• _WORK TASK_
Would you write out the entries that follow word for word, omitting any images?

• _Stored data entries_
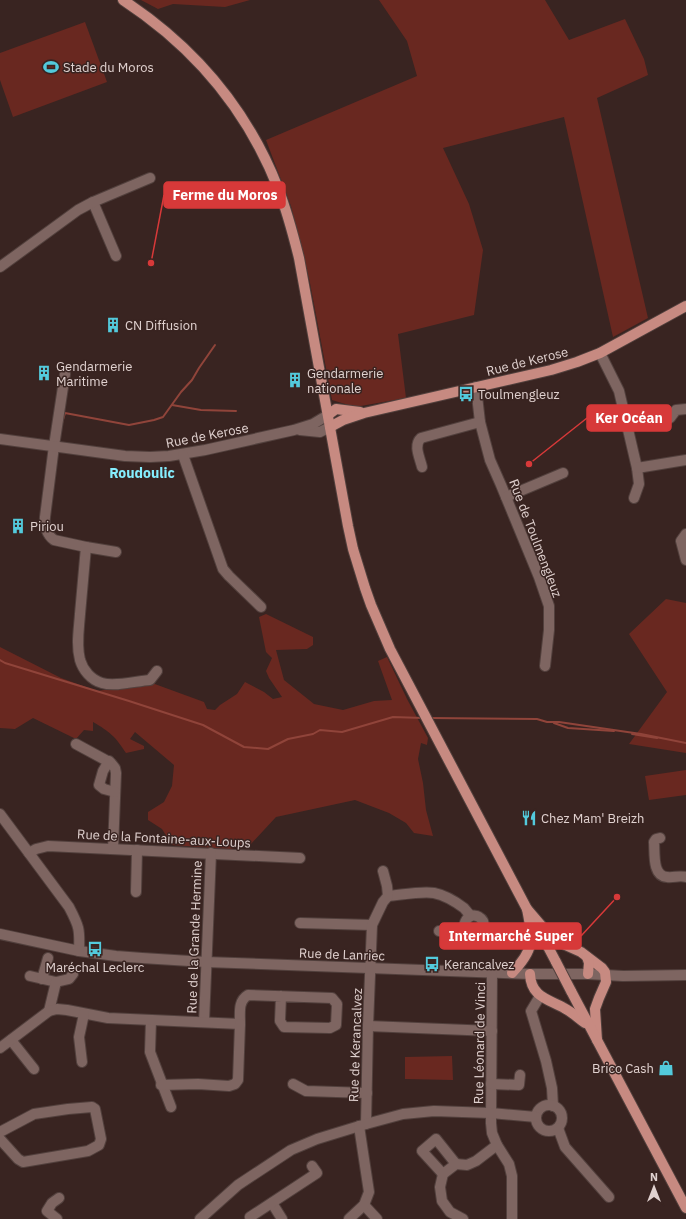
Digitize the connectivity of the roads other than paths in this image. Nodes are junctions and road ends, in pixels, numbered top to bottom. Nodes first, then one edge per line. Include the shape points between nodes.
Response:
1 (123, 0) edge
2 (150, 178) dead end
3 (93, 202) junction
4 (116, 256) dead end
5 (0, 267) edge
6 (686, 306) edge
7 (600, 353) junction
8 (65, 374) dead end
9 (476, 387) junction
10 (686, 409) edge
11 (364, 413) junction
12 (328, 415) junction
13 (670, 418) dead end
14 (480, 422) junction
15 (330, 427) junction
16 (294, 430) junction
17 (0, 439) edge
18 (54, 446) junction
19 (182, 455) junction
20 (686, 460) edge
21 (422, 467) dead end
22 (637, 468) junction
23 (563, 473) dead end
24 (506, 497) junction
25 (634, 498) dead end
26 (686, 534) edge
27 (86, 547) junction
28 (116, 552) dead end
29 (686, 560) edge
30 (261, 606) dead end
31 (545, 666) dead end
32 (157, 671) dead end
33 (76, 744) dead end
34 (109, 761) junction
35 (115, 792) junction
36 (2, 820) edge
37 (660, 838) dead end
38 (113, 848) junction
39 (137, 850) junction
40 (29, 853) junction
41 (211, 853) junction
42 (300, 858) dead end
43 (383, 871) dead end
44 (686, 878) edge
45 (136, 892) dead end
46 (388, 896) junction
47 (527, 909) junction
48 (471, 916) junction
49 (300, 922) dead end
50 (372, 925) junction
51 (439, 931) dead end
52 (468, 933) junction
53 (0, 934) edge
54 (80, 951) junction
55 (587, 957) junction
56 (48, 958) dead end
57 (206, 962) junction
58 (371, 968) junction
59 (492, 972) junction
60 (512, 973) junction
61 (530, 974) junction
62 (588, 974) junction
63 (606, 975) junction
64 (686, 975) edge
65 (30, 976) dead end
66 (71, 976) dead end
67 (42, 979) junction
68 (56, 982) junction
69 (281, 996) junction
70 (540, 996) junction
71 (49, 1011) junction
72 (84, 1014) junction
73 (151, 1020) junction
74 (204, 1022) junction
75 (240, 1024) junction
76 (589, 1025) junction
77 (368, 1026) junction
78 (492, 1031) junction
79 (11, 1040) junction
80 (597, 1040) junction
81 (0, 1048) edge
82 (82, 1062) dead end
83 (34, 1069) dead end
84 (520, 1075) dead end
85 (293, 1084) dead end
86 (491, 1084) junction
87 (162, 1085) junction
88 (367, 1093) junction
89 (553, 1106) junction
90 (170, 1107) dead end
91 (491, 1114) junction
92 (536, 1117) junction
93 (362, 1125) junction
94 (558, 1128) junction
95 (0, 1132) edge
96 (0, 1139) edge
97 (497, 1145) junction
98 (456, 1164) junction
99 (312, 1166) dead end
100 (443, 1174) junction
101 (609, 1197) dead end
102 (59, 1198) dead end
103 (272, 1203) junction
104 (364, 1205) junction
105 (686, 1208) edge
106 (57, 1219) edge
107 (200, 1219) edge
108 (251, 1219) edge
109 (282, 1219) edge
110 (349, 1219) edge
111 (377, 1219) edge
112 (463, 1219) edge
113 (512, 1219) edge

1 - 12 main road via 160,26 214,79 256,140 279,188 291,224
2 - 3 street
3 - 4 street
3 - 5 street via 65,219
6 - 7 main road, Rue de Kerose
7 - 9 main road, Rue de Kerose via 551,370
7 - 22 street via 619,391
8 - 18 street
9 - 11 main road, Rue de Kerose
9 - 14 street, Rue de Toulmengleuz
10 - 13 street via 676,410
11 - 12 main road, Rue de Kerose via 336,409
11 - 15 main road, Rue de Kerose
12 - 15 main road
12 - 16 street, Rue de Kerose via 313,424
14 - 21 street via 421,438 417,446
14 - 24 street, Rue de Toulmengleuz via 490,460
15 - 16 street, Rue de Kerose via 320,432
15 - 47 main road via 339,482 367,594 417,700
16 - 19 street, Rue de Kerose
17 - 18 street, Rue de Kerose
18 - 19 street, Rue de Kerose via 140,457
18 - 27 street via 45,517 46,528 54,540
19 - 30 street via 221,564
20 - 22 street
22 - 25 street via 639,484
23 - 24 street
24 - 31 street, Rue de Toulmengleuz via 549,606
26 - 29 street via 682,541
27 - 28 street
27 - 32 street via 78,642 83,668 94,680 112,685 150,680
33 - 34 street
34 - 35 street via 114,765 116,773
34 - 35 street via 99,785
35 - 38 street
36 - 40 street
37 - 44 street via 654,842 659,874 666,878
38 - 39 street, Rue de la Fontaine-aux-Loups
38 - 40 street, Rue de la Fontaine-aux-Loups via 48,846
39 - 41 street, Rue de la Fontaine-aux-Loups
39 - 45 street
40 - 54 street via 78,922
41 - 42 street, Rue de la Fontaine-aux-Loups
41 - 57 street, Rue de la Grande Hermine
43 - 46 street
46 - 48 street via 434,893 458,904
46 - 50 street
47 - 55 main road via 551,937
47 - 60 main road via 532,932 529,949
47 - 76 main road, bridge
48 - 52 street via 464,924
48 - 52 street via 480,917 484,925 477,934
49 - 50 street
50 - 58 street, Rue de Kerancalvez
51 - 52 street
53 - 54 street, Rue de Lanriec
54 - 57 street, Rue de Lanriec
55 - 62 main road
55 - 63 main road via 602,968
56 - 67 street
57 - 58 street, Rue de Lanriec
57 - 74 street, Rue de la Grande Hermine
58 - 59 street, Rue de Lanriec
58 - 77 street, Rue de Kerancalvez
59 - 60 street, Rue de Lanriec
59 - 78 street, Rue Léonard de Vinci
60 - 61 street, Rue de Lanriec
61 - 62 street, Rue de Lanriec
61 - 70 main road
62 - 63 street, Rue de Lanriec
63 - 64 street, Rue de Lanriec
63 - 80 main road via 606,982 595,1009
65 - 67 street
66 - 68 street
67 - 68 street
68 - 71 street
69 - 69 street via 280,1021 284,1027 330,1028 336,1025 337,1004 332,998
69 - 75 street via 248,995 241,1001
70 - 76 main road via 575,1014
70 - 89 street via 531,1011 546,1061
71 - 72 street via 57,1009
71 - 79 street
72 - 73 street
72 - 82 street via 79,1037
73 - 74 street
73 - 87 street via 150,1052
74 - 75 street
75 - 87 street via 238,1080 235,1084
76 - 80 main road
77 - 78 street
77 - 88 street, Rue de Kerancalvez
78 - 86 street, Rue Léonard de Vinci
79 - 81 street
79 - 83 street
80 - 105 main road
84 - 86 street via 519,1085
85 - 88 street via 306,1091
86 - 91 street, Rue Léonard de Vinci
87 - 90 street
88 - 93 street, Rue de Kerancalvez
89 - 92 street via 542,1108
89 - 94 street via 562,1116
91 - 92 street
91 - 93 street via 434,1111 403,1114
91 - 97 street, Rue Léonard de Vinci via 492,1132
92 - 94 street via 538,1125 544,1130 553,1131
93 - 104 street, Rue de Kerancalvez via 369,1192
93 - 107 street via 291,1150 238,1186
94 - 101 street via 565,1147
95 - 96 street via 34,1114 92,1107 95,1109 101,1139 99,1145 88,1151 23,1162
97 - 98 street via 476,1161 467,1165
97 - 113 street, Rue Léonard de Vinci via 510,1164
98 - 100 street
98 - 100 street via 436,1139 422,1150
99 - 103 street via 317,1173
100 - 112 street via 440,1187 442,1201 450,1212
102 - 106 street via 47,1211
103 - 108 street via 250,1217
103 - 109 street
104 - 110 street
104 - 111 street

• _TASK ANSWER_
Digitize the connectivity of the roads other than paths in this image. Nodes are junctions and road ends, in pixels, numbered top to bottom. Nodes first, then one edge per line. Include the shape points between nodes.
Response:
1 (123, 0) edge
2 (150, 178) dead end
3 (93, 202) junction
4 (116, 256) dead end
5 (0, 267) edge
6 (686, 306) edge
7 (600, 353) junction
8 (65, 374) dead end
9 (476, 387) junction
10 (686, 409) edge
11 (364, 413) junction
12 (328, 415) junction
13 (670, 418) dead end
14 (480, 422) junction
15 (330, 427) junction
16 (294, 430) junction
17 (0, 439) edge
18 (54, 446) junction
19 (182, 455) junction
20 (686, 460) edge
21 (422, 467) dead end
22 (637, 468) junction
23 (563, 473) dead end
24 (506, 497) junction
25 (634, 498) dead end
26 (686, 534) edge
27 (86, 547) junction
28 (116, 552) dead end
29 (686, 560) edge
30 (261, 606) dead end
31 (545, 666) dead end
32 (157, 671) dead end
33 (76, 744) dead end
34 (109, 761) junction
35 (115, 792) junction
36 (2, 820) edge
37 (660, 838) dead end
38 (113, 848) junction
39 (137, 850) junction
40 (29, 853) junction
41 (211, 853) junction
42 (300, 858) dead end
43 (383, 871) dead end
44 (686, 878) edge
45 (136, 892) dead end
46 (388, 896) junction
47 (527, 909) junction
48 (471, 916) junction
49 (300, 922) dead end
50 (372, 925) junction
51 (439, 931) dead end
52 (468, 933) junction
53 (0, 934) edge
54 (80, 951) junction
55 (587, 957) junction
56 (48, 958) dead end
57 (206, 962) junction
58 (371, 968) junction
59 (492, 972) junction
60 (512, 973) junction
61 (530, 974) junction
62 (588, 974) junction
63 (606, 975) junction
64 (686, 975) edge
65 (30, 976) dead end
66 (71, 976) dead end
67 (42, 979) junction
68 (56, 982) junction
69 (281, 996) junction
70 (540, 996) junction
71 (49, 1011) junction
72 (84, 1014) junction
73 (151, 1020) junction
74 (204, 1022) junction
75 (240, 1024) junction
76 (589, 1025) junction
77 (368, 1026) junction
78 (492, 1031) junction
79 (11, 1040) junction
80 (597, 1040) junction
81 (0, 1048) edge
82 (82, 1062) dead end
83 (34, 1069) dead end
84 (520, 1075) dead end
85 (293, 1084) dead end
86 (491, 1084) junction
87 (162, 1085) junction
88 (367, 1093) junction
89 (553, 1106) junction
90 (170, 1107) dead end
91 (491, 1114) junction
92 (536, 1117) junction
93 (362, 1125) junction
94 (558, 1128) junction
95 (0, 1132) edge
96 (0, 1139) edge
97 (497, 1145) junction
98 (456, 1164) junction
99 (312, 1166) dead end
100 (443, 1174) junction
101 (609, 1197) dead end
102 (59, 1198) dead end
103 (272, 1203) junction
104 (364, 1205) junction
105 (686, 1208) edge
106 (57, 1219) edge
107 (200, 1219) edge
108 (251, 1219) edge
109 (282, 1219) edge
110 (349, 1219) edge
111 (377, 1219) edge
112 (463, 1219) edge
113 (512, 1219) edge

1 - 12 main road via 160,26 214,79 256,140 279,188 291,224
2 - 3 street
3 - 4 street
3 - 5 street via 65,219
6 - 7 main road, Rue de Kerose
7 - 9 main road, Rue de Kerose via 551,370
7 - 22 street via 619,391
8 - 18 street
9 - 11 main road, Rue de Kerose
9 - 14 street, Rue de Toulmengleuz
10 - 13 street via 676,410
11 - 12 main road, Rue de Kerose via 336,409
11 - 15 main road, Rue de Kerose
12 - 15 main road
12 - 16 street, Rue de Kerose via 313,424
14 - 21 street via 421,438 417,446
14 - 24 street, Rue de Toulmengleuz via 490,460
15 - 16 street, Rue de Kerose via 320,432
15 - 47 main road via 339,482 367,594 417,700
16 - 19 street, Rue de Kerose
17 - 18 street, Rue de Kerose
18 - 19 street, Rue de Kerose via 140,457
18 - 27 street via 45,517 46,528 54,540
19 - 30 street via 221,564
20 - 22 street
22 - 25 street via 639,484
23 - 24 street
24 - 31 street, Rue de Toulmengleuz via 549,606
26 - 29 street via 682,541
27 - 28 street
27 - 32 street via 78,642 83,668 94,680 112,685 150,680
33 - 34 street
34 - 35 street via 114,765 116,773
34 - 35 street via 99,785
35 - 38 street
36 - 40 street
37 - 44 street via 654,842 659,874 666,878
38 - 39 street, Rue de la Fontaine-aux-Loups
38 - 40 street, Rue de la Fontaine-aux-Loups via 48,846
39 - 41 street, Rue de la Fontaine-aux-Loups
39 - 45 street
40 - 54 street via 78,922
41 - 42 street, Rue de la Fontaine-aux-Loups
41 - 57 street, Rue de la Grande Hermine
43 - 46 street
46 - 48 street via 434,893 458,904
46 - 50 street
47 - 55 main road via 551,937
47 - 60 main road via 532,932 529,949
47 - 76 main road, bridge
48 - 52 street via 464,924
48 - 52 street via 480,917 484,925 477,934
49 - 50 street
50 - 58 street, Rue de Kerancalvez
51 - 52 street
53 - 54 street, Rue de Lanriec
54 - 57 street, Rue de Lanriec
55 - 62 main road
55 - 63 main road via 602,968
56 - 67 street
57 - 58 street, Rue de Lanriec
57 - 74 street, Rue de la Grande Hermine
58 - 59 street, Rue de Lanriec
58 - 77 street, Rue de Kerancalvez
59 - 60 street, Rue de Lanriec
59 - 78 street, Rue Léonard de Vinci
60 - 61 street, Rue de Lanriec
61 - 62 street, Rue de Lanriec
61 - 70 main road
62 - 63 street, Rue de Lanriec
63 - 64 street, Rue de Lanriec
63 - 80 main road via 606,982 595,1009
65 - 67 street
66 - 68 street
67 - 68 street
68 - 71 street
69 - 69 street via 280,1021 284,1027 330,1028 336,1025 337,1004 332,998
69 - 75 street via 248,995 241,1001
70 - 76 main road via 575,1014
70 - 89 street via 531,1011 546,1061
71 - 72 street via 57,1009
71 - 79 street
72 - 73 street
72 - 82 street via 79,1037
73 - 74 street
73 - 87 street via 150,1052
74 - 75 street
75 - 87 street via 238,1080 235,1084
76 - 80 main road
77 - 78 street
77 - 88 street, Rue de Kerancalvez
78 - 86 street, Rue Léonard de Vinci
79 - 81 street
79 - 83 street
80 - 105 main road
84 - 86 street via 519,1085
85 - 88 street via 306,1091
86 - 91 street, Rue Léonard de Vinci
87 - 90 street
88 - 93 street, Rue de Kerancalvez
89 - 92 street via 542,1108
89 - 94 street via 562,1116
91 - 92 street
91 - 93 street via 434,1111 403,1114
91 - 97 street, Rue Léonard de Vinci via 492,1132
92 - 94 street via 538,1125 544,1130 553,1131
93 - 104 street, Rue de Kerancalvez via 369,1192
93 - 107 street via 291,1150 238,1186
94 - 101 street via 565,1147
95 - 96 street via 34,1114 92,1107 95,1109 101,1139 99,1145 88,1151 23,1162
97 - 98 street via 476,1161 467,1165
97 - 113 street, Rue Léonard de Vinci via 510,1164
98 - 100 street
98 - 100 street via 436,1139 422,1150
99 - 103 street via 317,1173
100 - 112 street via 440,1187 442,1201 450,1212
102 - 106 street via 47,1211
103 - 108 street via 250,1217
103 - 109 street
104 - 110 street
104 - 111 street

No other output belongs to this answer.